EVALUATION (5 exercises):

  1. What is a universal set?
  2. Write an example of an empty set.
  3. Explain what an infinite set is with an example.
  4. How is a subset different from a power set?
  5. Give an example of two disjoint sets.

CLASSWORK (5 questions):

  1. Write the power set for the set A = {1, 2}.
  2. Identify the universal set for the numbers 1 to 10.
  3. Give an example of a finite set.
  4. Are the sets A = {1, 3, 5} and B = {2, 4, 6} disjoint?
  5. What is the empty set for the set of months in a year that start with the letter "Z"?

ASSIGNMENT (5 tasks):

  1. Write the power set of the set of vowels in the English alphabet.
  2. Give an example of a subset for the set of odd numbers between 1 and 10.
  3. Research and write about the role of the universal set in mathematics.
  4. Describe a real-life example of an infinite set.
  5. Explain why the set of all students in your school is a finite set.

 

PERIOD 5: Applying Sets to Real-Life Situations

PRESENTATION:

Step

Teacher’s Activity

Student’s Activity

Step 1 - Application of Sets

Guides students to apply the concept of sets in real life (e.g., classroom objects, school groups, and hobbies).

Students list examples of sets from their school environment.

Step 2 - Group Activity

Students create and discuss sets based on various categories: sports teams, students with pets, subjects they study, etc.

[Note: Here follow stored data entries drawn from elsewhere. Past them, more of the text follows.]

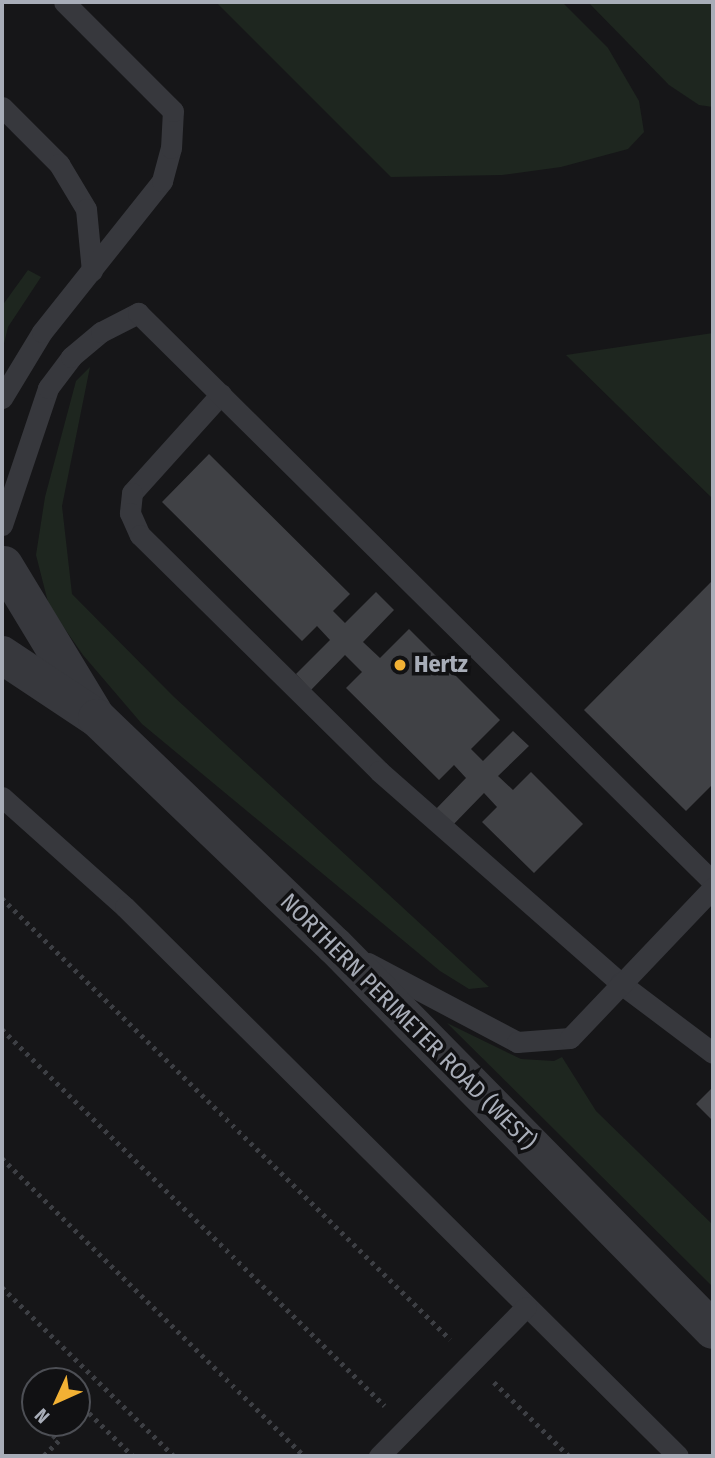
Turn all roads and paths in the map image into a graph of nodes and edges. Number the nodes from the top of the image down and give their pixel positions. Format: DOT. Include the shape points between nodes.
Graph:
graph roads {
  1 [pos="64,2"];
  2 [pos="2,107"];
  3 [pos="92,271"];
  4 [pos="221,394"];
  5 [pos="2,398"];
  6 [pos="2,525"];
  7 [pos="2,557"];
  8 [pos="2,655"];
  9 [pos="97,718"];
  10 [pos="2,797"];
  11 [pos="713,882"];
  12 [pos="713,888"];
  13 [pos="2,898"];
  14 [pos="335,946"];
  15 [pos="620,984"];
  16 [pos="2,1028"];
  17 [pos="713,1053"];
  18 [pos="2,1158"];
  19 [pos="2,1287"];
  20 [pos="526,1307"];
  21 [pos="713,1330"];
  22 [pos="472,1361"];
  23 [pos="91,1415"];
  24 [pos="407,1428"];
  25 [pos="55,1437"];
  26 [pos="44,1456"];
  27 [pos="133,1456"];
  28 [pos="174,1456"];
  29 [pos="304,1456"];
  30 [pos="379,1456"];
  31 [pos="569,1456"];
  32 [pos="678,1456"];
  1 -- 3 [label="lane" via="173,111 171,148 162,181"];
  2 -- 3 [label="lane" via="59,164 86,209"];
  3 -- 5 [label="lane" via="43,331"];
  4 -- 6 [label="lane" via="138,313 102,332 71,357 48,388"];
  4 -- 11 [label="lane"];
  4 -- 15 [label="lane" via="132,494 130,513 140,535 379,771"];
  7 -- 9 [label="street, NORTHERN PERIMETER ROAD (WEST)"];
  8 -- 9 [label="street, NORTHERN PERIMETER ROAD (WEST)"];
  9 -- 14 [label="street, NORTHERN PERIMETER ROAD (WEST)"];
  10 -- 20 [label="lane" via="125,907"];
  12 -- 15 [label="lane"];
  13 -- 22 [label="path"];
  14 -- 15 [label="lane" via="517,1042 570,1038"];
  14 -- 21 [label="street, NORTHERN PERIMETER ROAD (WEST)"];
  15 -- 17 [label="lane"];
  16 -- 24 [label="path"];
  18 -- 29 [label="path"];
  19 -- 28 [label="path"];
  20 -- 22 [label="lane"];
  20 -- 32 [label="lane"];
  22 -- 24 [label="lane"];
  22 -- 31 [label="path"];
  23 -- 27 [label="path"];
  24 -- 30 [label="lane"];
  25 -- 26 [label="path" via="59,1441"];
}
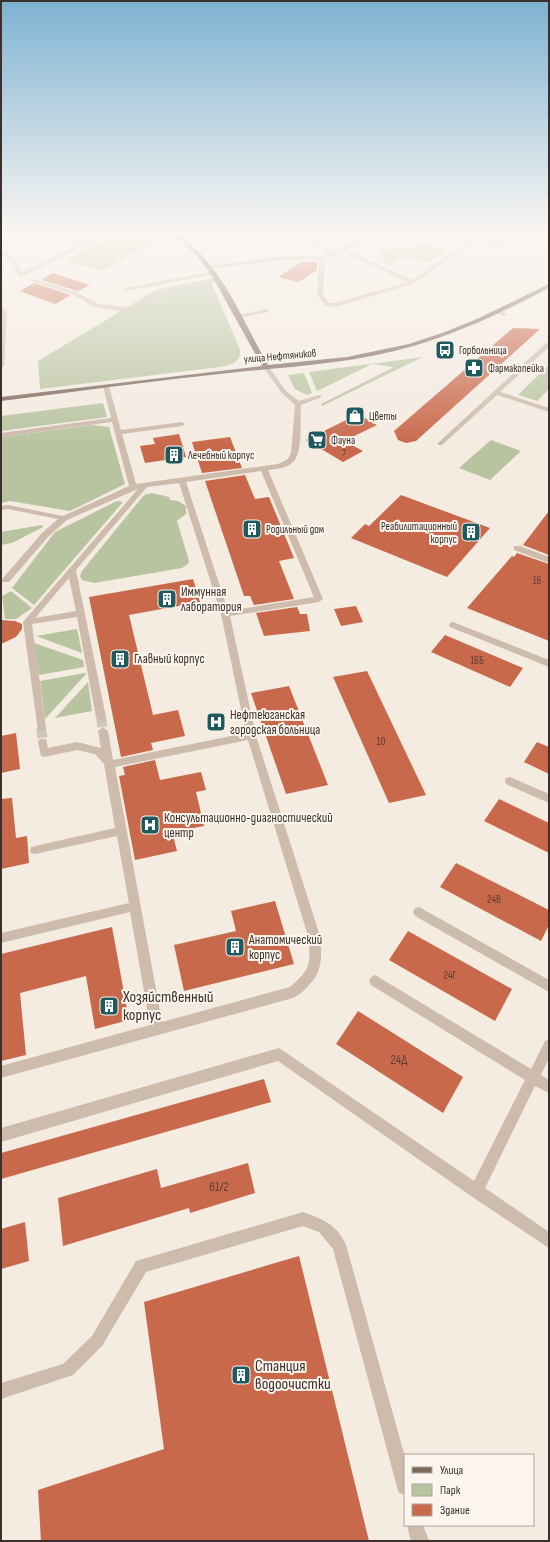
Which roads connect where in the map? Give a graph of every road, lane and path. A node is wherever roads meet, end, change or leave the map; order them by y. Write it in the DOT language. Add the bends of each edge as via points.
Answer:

Students work in groups to create and share their sets.

NOTE ON BOARD:

  • Apply sets to categories like student groups, school objects, or even household items.

EVALUATION (5 exercises):

  1. Define the universal set for a set of students.
  2. What is the power set of a set containing your favorite colors?
  3. Describe the disjoint sets in your school.
  4. Give an example of a finite set from the classroom.
  5. What is the subset of a set of even numbers between 1 and 10?

CLASSWORK (5 questions):

  1. What is the power set of A = {apple, banana}?
  2. Write an example of a disjoint set involving sports.
  3. Create a finite set of books in your school library.
  4. What is the universal set for the months of the year?
  5. What is the empty set for students in your class who wear glasses?

ASSIGNMENT (5 tasks):

  1. Create the power set for the set of school supplies.
  2. Write a set for all students who enjoy playing soccer using set notation.
  3. Give an example of a subset of even numbers from 1 to 20.
  4. Describe the universal set for all natural numbers.

Research how sets are used in computer programming.